■ What to produce:
Restate all the lines below word for word, but omit the pictures.

■ Supplied data:

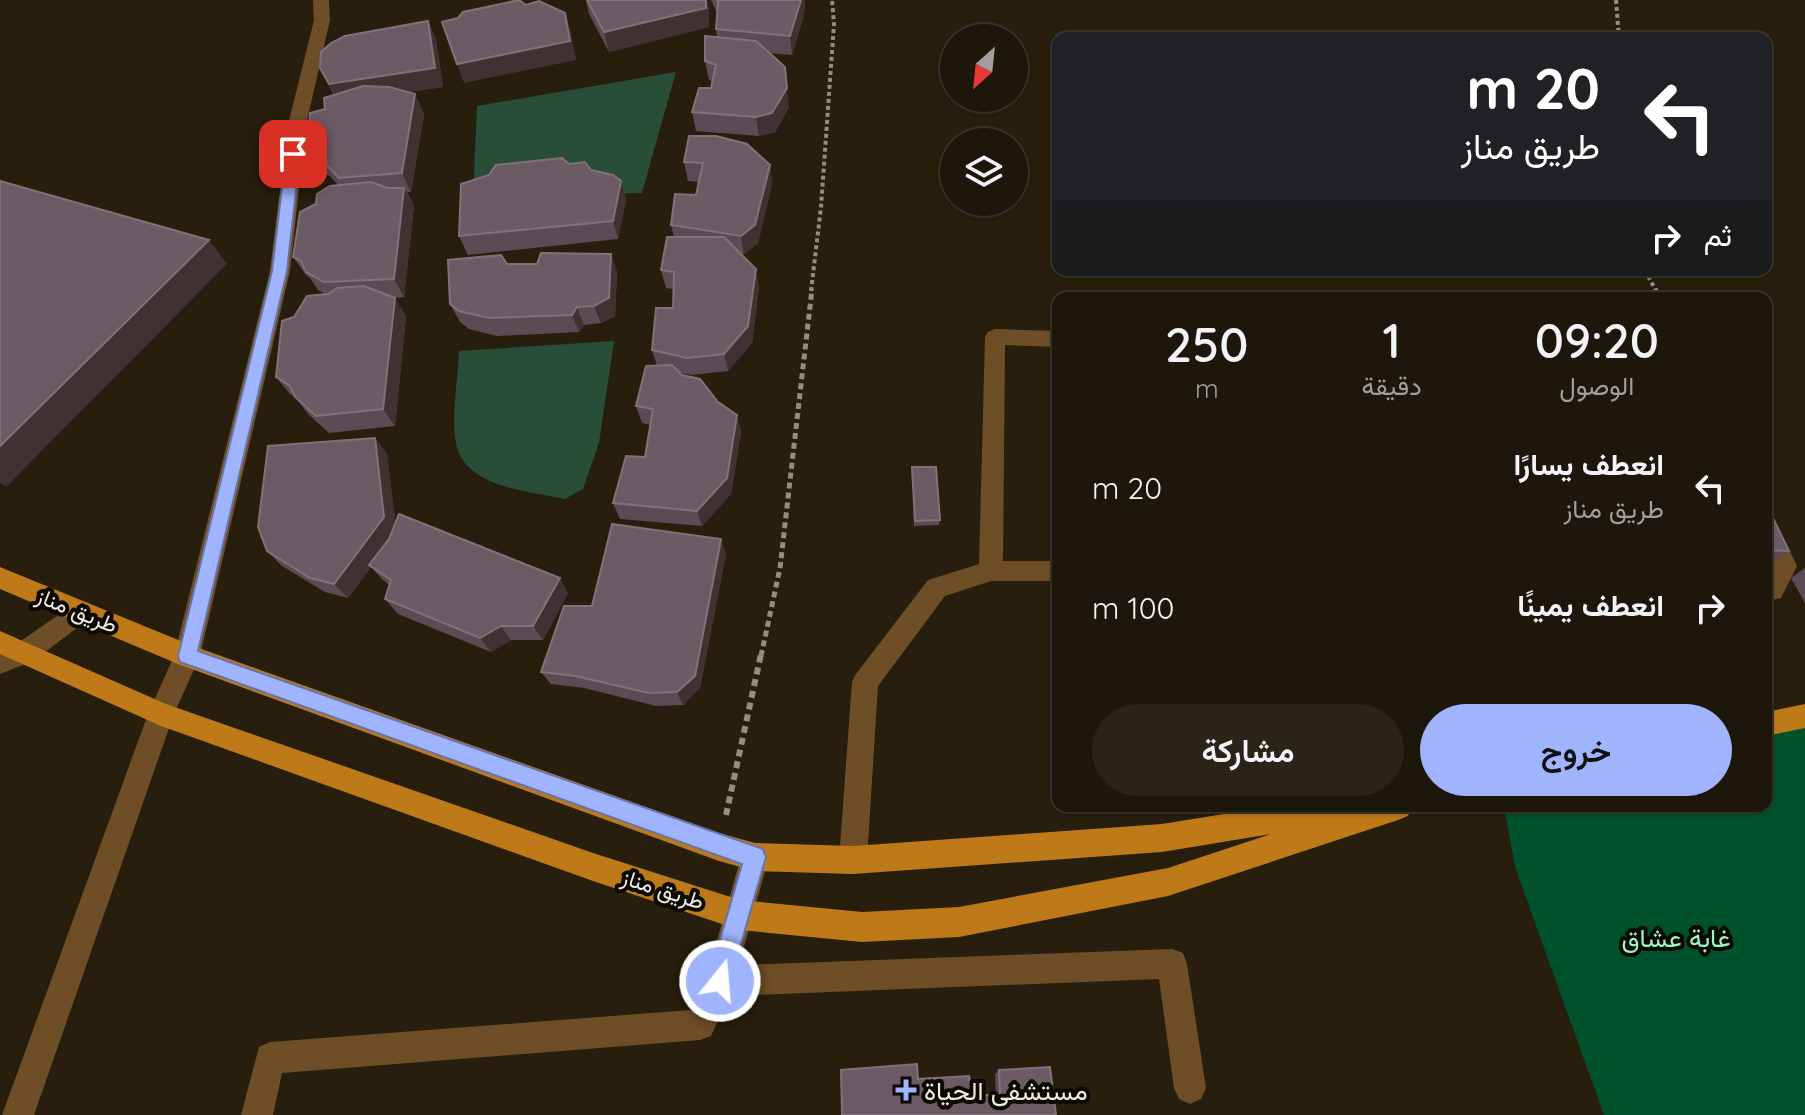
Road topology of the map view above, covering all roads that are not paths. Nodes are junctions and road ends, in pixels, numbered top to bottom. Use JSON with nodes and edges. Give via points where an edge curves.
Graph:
{"nodes":[{"id":1,"x":321,"y":0,"type":"edge"},
{"id":2,"x":1052,"y":339,"type":"edge"},
{"id":3,"x":1772,"y":538,"type":"edge"},
{"id":4,"x":991,"y":571,"type":"junction"},
{"id":5,"x":1052,"y":571,"type":"edge"},
{"id":6,"x":0,"y":578,"type":"edge"},
{"id":7,"x":1772,"y":590,"type":"edge"},
{"id":8,"x":80,"y":611,"type":"junction"},
{"id":9,"x":8,"y":652,"type":"edge"},
{"id":10,"x":187,"y":656,"type":"junction"},
{"id":11,"x":161,"y":714,"type":"junction"},
{"id":12,"x":1805,"y":716,"type":"edge"},
{"id":13,"x":1772,"y":723,"type":"edge"},
{"id":14,"x":1324,"y":812,"type":"edge"},
{"id":15,"x":1380,"y":812,"type":"edge"},
{"id":16,"x":755,"y":857,"type":"junction"},
{"id":17,"x":853,"y":860,"type":"junction"},
{"id":18,"x":740,"y":915,"type":"junction"},
{"id":19,"x":720,"y":981,"type":"junction"},
{"id":20,"x":1190,"y":1088,"type":"dead end"},
{"id":21,"x":18,"y":1115,"type":"edge"},
{"id":22,"x":257,"y":1115,"type":"edge"}],
"edges":[{"from":1,"to":10,"type":"street","via":[[322,20],[297,125],[280,271]]},
{"from":2,"to":4,"type":"street","via":[[995,337]]},
{"from":3,"to":7,"type":"street","via":[[1785,566]]},
{"from":4,"to":5,"type":"street"},
{"from":4,"to":17,"type":"street","via":[[937,588],[865,682]]},
{"from":6,"to":8,"type":"main road","name":"طريق مناز"},
{"from":8,"to":9,"type":"street"},
{"from":8,"to":10,"type":"main road","name":"طريق مناز"},
{"from":9,"to":11,"type":"main road","name":"طريق مناز"},
{"from":10,"to":11,"type":"street"},
{"from":10,"to":16,"type":"main road","name":"طريق مناز"},
{"from":11,"to":18,"type":"main road","name":"طريق مناز"},
{"from":11,"to":21,"type":"street"},
{"from":12,"to":13,"type":"main road"},
{"from":14,"to":17,"type":"main road","name":"طريق مناز","via":[[1162,838]]},
{"from":15,"to":18,"type":"main road","name":"طريق مناز","via":[[1168,882],[959,922],[862,927]]},
{"from":16,"to":17,"type":"main road","name":"طريق مناز"},
{"from":16,"to":18,"type":"street"},
{"from":18,"to":19,"type":"street"},
{"from":19,"to":20,"type":"street","via":[[1172,964]]},
{"from":19,"to":22,"type":"street","via":[[700,1025],[270,1058]]}]}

■ Solution for this exercise:
Road topology of the map view above, covering all roads that are not paths. Nodes are junctions and road ends, in pixels, numbered top to bottom. Use JSON with nodes and edges. Give via points where an edge curves.
Graph:
{"nodes":[{"id":1,"x":321,"y":0,"type":"edge"},
{"id":2,"x":1052,"y":339,"type":"edge"},
{"id":3,"x":1772,"y":538,"type":"edge"},
{"id":4,"x":991,"y":571,"type":"junction"},
{"id":5,"x":1052,"y":571,"type":"edge"},
{"id":6,"x":0,"y":578,"type":"edge"},
{"id":7,"x":1772,"y":590,"type":"edge"},
{"id":8,"x":80,"y":611,"type":"junction"},
{"id":9,"x":8,"y":652,"type":"edge"},
{"id":10,"x":187,"y":656,"type":"junction"},
{"id":11,"x":161,"y":714,"type":"junction"},
{"id":12,"x":1805,"y":716,"type":"edge"},
{"id":13,"x":1772,"y":723,"type":"edge"},
{"id":14,"x":1324,"y":812,"type":"edge"},
{"id":15,"x":1380,"y":812,"type":"edge"},
{"id":16,"x":755,"y":857,"type":"junction"},
{"id":17,"x":853,"y":860,"type":"junction"},
{"id":18,"x":740,"y":915,"type":"junction"},
{"id":19,"x":720,"y":981,"type":"junction"},
{"id":20,"x":1190,"y":1088,"type":"dead end"},
{"id":21,"x":18,"y":1115,"type":"edge"},
{"id":22,"x":257,"y":1115,"type":"edge"}],
"edges":[{"from":1,"to":10,"type":"street","via":[[322,20],[297,125],[280,271]]},
{"from":2,"to":4,"type":"street","via":[[995,337]]},
{"from":3,"to":7,"type":"street","via":[[1785,566]]},
{"from":4,"to":5,"type":"street"},
{"from":4,"to":17,"type":"street","via":[[937,588],[865,682]]},
{"from":6,"to":8,"type":"main road","name":"طريق مناز"},
{"from":8,"to":9,"type":"street"},
{"from":8,"to":10,"type":"main road","name":"طريق مناز"},
{"from":9,"to":11,"type":"main road","name":"طريق مناز"},
{"from":10,"to":11,"type":"street"},
{"from":10,"to":16,"type":"main road","name":"طريق مناز"},
{"from":11,"to":18,"type":"main road","name":"طريق مناز"},
{"from":11,"to":21,"type":"street"},
{"from":12,"to":13,"type":"main road"},
{"from":14,"to":17,"type":"main road","name":"طريق مناز","via":[[1162,838]]},
{"from":15,"to":18,"type":"main road","name":"طريق مناز","via":[[1168,882],[959,922],[862,927]]},
{"from":16,"to":17,"type":"main road","name":"طريق مناز"},
{"from":16,"to":18,"type":"street"},
{"from":18,"to":19,"type":"street"},
{"from":19,"to":20,"type":"street","via":[[1172,964]]},
{"from":19,"to":22,"type":"street","via":[[700,1025],[270,1058]]}]}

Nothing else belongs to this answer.